Il est fort à parier que le groupe Altice, avec son «plan de reconquête post-Covid et de transformation», ne fait qu’ouvrir le bal des plans sociaux dans les médias français. Sans aller aussi loin dans le détail, d’autres groupes ont préparé le terrain [3] ces dernières semaines. M6 a prévu de diminuer les dépenses de 100 à 200 millions d’euros, TF1 a promis des «économies massives», NRJ a entamé un «plan de réduction des charges et des investissements»… Dans la presse écrite et numérique, moins solide que l’audiovisuel, la chute des recettes publicitaires risque d’être plus sanglante encore. La faillite du distributeur Presstalis [4] n’arrange rien. Mardi, Alain Weill, propriétaire de l’Express à titre personnel et PDG d’Altice France, a annoncé en interne la «bonification» de la clause de cession. Ce dispositif spécifique à la presse permet aux journalistes de quitter leur entreprise avec des indemnités après un rachat. L’hebdomadaire a pourtant déjà considérablement taillé dans ses effectifs [5] l’an dernier.

Si la vague commence à se former en France, elle a déjà submergé plusieurs médias aux Etats-Unis. De l’autre côté de l’Atlantique, le filet social beaucoup moins protecteur pour les salariés permet aux employeurs de prendre très vite des décisions radicales. Depuis plusieurs semaines, les plans de réduction des coûts se succèdent à une vitesse hallucinante, notamment dans les médias gratuits, touchés par la crise de la publicité. Ces derniers jours, Vice a annoncé 155 licenciements. Encore très dépendant des annonceurs, le site d’information Quartz, pourtant reconnu pour sa capacité d’innovation, va se séparer d’environ 80 employés, près de la moitié de ses effectifs.

Même The Economist

Buzzfeed, l’une des nouvelles «marques» les plus scrutées des années 2010, continue de réduire la voilure. L’entreprise américaine a décidé d’éteindre ses activités d’information au Royaume-Uni et en Australie, pour se concentrer sur son marché domestique. Mi-avril, une autre star des nouveaux médias, Vox, annonçait la mise en congé forcée de trois mois de 9% de ses effectifs.

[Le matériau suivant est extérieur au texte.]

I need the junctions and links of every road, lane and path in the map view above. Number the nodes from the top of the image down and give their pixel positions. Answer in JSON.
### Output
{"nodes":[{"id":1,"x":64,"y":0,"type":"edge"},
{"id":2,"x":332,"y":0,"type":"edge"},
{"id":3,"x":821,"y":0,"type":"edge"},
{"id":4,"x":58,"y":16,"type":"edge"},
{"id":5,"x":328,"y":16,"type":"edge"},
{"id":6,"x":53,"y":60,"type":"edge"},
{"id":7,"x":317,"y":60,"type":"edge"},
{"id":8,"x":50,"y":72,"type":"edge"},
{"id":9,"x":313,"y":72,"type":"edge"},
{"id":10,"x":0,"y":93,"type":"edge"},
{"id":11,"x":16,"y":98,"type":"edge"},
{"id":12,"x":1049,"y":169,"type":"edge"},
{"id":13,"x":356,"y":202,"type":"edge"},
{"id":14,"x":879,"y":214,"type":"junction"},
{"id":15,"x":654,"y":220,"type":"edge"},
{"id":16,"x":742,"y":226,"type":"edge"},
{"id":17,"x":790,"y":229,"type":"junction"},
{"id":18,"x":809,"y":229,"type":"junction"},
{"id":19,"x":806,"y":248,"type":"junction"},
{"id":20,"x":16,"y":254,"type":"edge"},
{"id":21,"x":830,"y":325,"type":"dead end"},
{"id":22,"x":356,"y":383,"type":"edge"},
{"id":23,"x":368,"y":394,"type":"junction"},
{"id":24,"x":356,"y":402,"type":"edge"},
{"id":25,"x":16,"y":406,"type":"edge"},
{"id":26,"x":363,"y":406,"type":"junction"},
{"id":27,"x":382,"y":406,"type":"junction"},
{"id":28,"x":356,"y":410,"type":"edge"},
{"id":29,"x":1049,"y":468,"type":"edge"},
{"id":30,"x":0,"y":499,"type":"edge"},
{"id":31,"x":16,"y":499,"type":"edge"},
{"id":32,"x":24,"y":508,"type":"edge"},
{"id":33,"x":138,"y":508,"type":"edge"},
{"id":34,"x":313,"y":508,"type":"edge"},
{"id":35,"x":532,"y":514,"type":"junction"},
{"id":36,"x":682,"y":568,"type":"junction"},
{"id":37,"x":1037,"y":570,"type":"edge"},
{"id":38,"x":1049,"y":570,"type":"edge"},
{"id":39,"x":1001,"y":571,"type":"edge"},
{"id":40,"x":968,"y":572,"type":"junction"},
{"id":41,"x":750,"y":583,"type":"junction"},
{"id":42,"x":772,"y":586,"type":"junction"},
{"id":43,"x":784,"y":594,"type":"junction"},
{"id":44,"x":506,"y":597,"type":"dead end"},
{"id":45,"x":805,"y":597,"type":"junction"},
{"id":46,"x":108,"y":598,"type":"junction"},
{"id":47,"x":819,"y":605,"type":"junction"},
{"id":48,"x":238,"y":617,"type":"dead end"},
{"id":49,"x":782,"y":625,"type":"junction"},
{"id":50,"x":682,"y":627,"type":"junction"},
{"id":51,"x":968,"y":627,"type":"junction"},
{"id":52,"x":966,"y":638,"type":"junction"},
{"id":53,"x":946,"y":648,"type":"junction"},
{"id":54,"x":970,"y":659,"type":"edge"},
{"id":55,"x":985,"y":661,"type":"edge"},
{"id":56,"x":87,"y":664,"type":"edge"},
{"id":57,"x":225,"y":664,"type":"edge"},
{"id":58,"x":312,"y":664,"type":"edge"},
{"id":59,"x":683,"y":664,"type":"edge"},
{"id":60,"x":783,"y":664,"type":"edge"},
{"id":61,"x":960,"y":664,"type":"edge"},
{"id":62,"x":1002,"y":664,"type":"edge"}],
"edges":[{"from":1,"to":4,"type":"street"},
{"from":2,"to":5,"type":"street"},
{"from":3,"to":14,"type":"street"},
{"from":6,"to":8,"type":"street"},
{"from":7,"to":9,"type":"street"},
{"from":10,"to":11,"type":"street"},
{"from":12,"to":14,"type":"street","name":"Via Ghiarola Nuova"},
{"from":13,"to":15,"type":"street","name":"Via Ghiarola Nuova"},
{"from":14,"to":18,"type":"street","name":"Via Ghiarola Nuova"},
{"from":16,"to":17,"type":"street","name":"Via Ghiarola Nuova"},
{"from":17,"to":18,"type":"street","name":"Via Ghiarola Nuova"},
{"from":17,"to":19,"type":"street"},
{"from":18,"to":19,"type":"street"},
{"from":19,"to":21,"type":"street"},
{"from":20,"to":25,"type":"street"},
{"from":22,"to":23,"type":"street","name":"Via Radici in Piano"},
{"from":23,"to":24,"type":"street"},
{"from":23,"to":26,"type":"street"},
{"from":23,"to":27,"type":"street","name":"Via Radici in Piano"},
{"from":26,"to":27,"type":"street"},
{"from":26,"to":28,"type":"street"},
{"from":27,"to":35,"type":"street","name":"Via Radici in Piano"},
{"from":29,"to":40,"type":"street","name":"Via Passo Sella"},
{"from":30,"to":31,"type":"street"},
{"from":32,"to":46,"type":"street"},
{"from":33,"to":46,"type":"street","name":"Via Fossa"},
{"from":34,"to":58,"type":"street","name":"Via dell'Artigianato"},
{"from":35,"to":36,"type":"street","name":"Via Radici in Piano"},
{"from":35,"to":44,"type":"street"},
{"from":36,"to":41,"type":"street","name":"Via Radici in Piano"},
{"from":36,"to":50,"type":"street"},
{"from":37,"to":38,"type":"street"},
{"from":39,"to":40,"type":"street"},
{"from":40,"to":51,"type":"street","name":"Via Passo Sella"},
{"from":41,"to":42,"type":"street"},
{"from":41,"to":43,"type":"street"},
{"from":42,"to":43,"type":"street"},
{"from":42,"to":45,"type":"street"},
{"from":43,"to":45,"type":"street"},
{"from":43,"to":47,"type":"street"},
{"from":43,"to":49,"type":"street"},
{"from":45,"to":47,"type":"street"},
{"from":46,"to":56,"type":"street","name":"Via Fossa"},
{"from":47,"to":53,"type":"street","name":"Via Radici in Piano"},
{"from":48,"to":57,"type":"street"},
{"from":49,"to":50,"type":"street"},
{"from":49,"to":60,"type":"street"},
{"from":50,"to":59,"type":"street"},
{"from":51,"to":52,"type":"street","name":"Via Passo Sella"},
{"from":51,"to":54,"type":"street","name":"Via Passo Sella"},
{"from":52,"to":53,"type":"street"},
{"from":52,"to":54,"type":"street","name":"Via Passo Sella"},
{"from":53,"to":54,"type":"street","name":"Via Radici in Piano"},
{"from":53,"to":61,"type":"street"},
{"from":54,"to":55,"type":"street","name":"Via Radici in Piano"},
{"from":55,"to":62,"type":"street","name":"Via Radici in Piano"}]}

Des éditeurs bien installés souffrent également. C’est le cas de Condé Nast, qui publie Vogue, Vanity Fair ou le New Yorker : une centaine de licenciements et autant de congés temporaires ont été décidés.

Ailleurs, même The Economist, le riche éditeur du magazine britannique, va supprimer 90 postes sur 1 300. Ce plan devrait épargner la rédaction. L’entreprise est pourtant prospère : elle a dégagé 31 millions de livres de bénéfice opérationnel en 2019, sur un chiffre d’affaires de 333 millions, en croissance. Surtout, elle s’appuie sur une base de lecteurs immense, supérieure à 1,1 million d’abonnés, elle aussi en progression. Au Royaume-Uni, le Guardian, le Daily Telegraph et le Financial Times ont tous prévu de faire des économies, malgré des audiences puissantes et des santés financières plutôt bonnes. Un autre témoignage de l’effet dépressif du Covid-19 sur l’ensemble du secteur.